Friday, October 21, 2011

ubuntu 11.10 feautures

With over 10 million users worldwide, Ubuntu is the world's third most popular operating system for desktop and laptop computers. Based on open-source software, Ubuntu is free to download and use for any purpose, and comes complete with 5 GB of free storage on the Ubuntu One cloud music and file syncing service. Ubuntu One apps are available for iPhone and Android, as well as for Windows PCs (Ubuntu can be installed alongside Windows or Mac OS X).

Ubuntu is primarily financed by UK-based Canonical, Ltd., a startup which offers the proprietary Ubuntu One service, as well as support contracts to companies that use Ubuntu. New versions of Ubuntu are released every six months, and are a free upgrade. The latest version, Ubuntu 11.10 for October 2011, was given the code name of "Oneiric Ocelot," and added the following features:

Improved Software Center

Ubuntu has always offered an App Store-like ability to add and remove free, open-source programs. The new Software Center introduced in Ubuntu 11.10 has a more shopper-friendly design, with star reviews and a front page featuring top-rated apps. 

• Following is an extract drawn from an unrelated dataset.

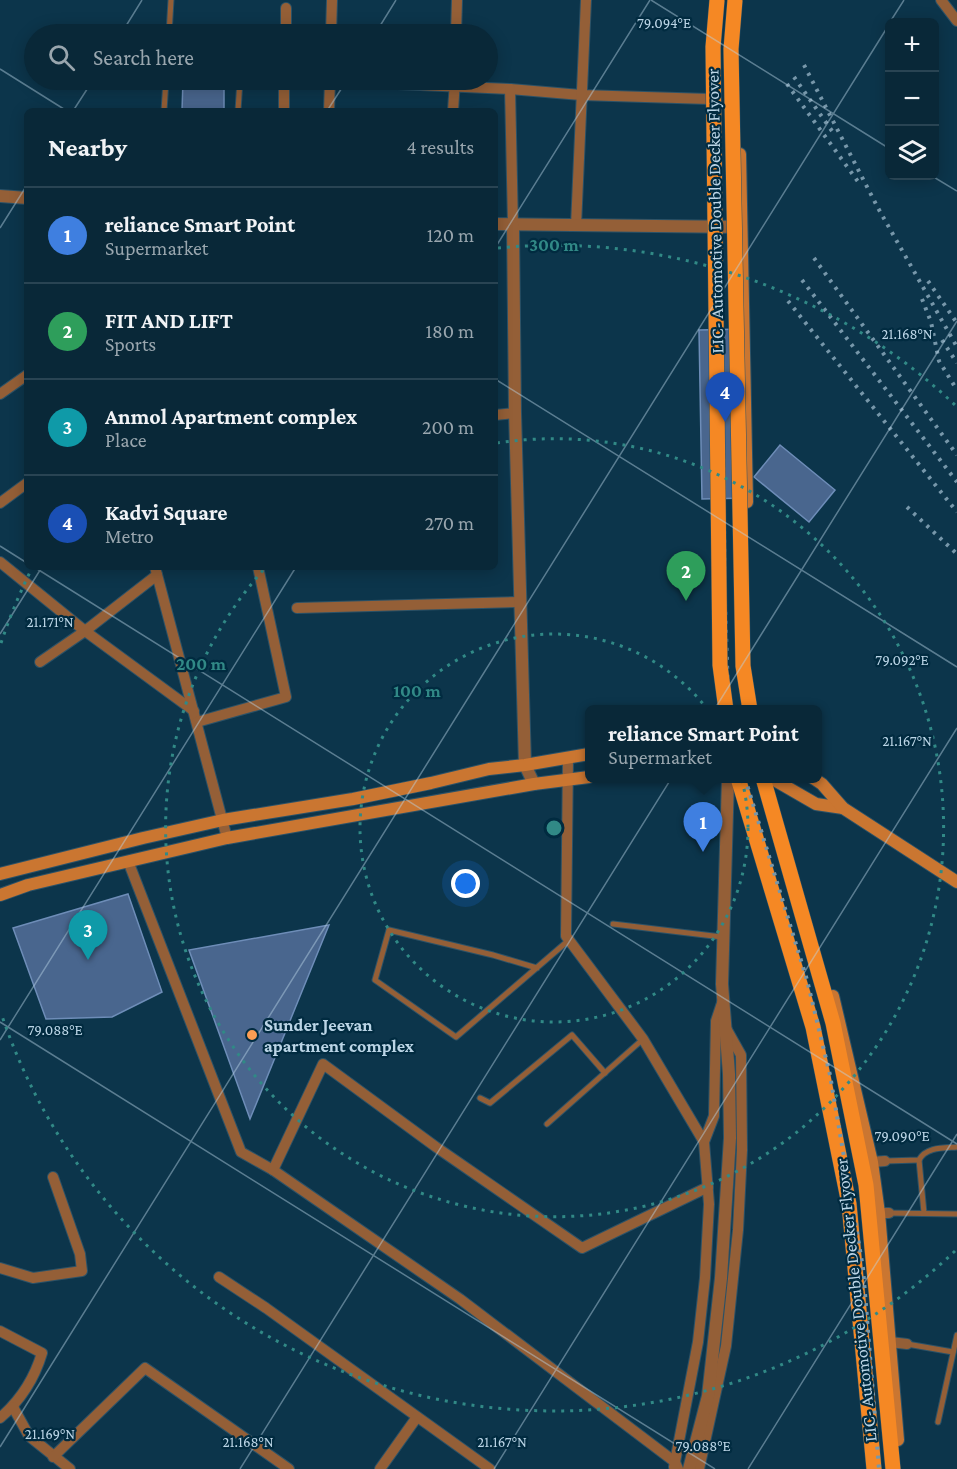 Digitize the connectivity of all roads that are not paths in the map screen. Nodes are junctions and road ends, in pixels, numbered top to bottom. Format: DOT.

Improved selection of games and apps

Included in Ubuntu's catalog are the free LibreOffice suite, comparable to Microsoft Office, as well as the Gimp and Inkscape graphics programs which are comparable to Adobe Photoshop and Illustrator. And with the opening of the Ubuntu Developer program, indie game and app developers have been selling their wares through Ubuntu, including productivity apps like Wunderlist and Wiiware and XBox indie games like World of Goo and Braid. All of the apps in the Software Center are installed and updated automatically once selected, much like apps from the App Store or Android Market. 

User interface tweaks and enhancements

While Microsoft's Windows 7 operating system uses enormous "ribbon" menus, Ubuntu's menus are merged with the taskbar at the top of the screen, Mac-style, and are hidden until you mouse over them. In the Oneiric Ocelot revamp, the window controls (close, minimize and maximize) are now hidden as well. Also, the Ubuntu logoed "Start Menu" button is now another icon on the Mac OS X-style launcher on the left side of the screen, to make it easier to pick out and click on. 

New and improved "Dash" menu

The Dash, or Ubuntu's "Start Menu," now features a variety of lenses that let you search for files that you recently used, or songs that you have in your library. The music search even looks through the Ubuntu One music store, while the app search shows results from the Software Center, letting Ubuntu users complete their collections if needed.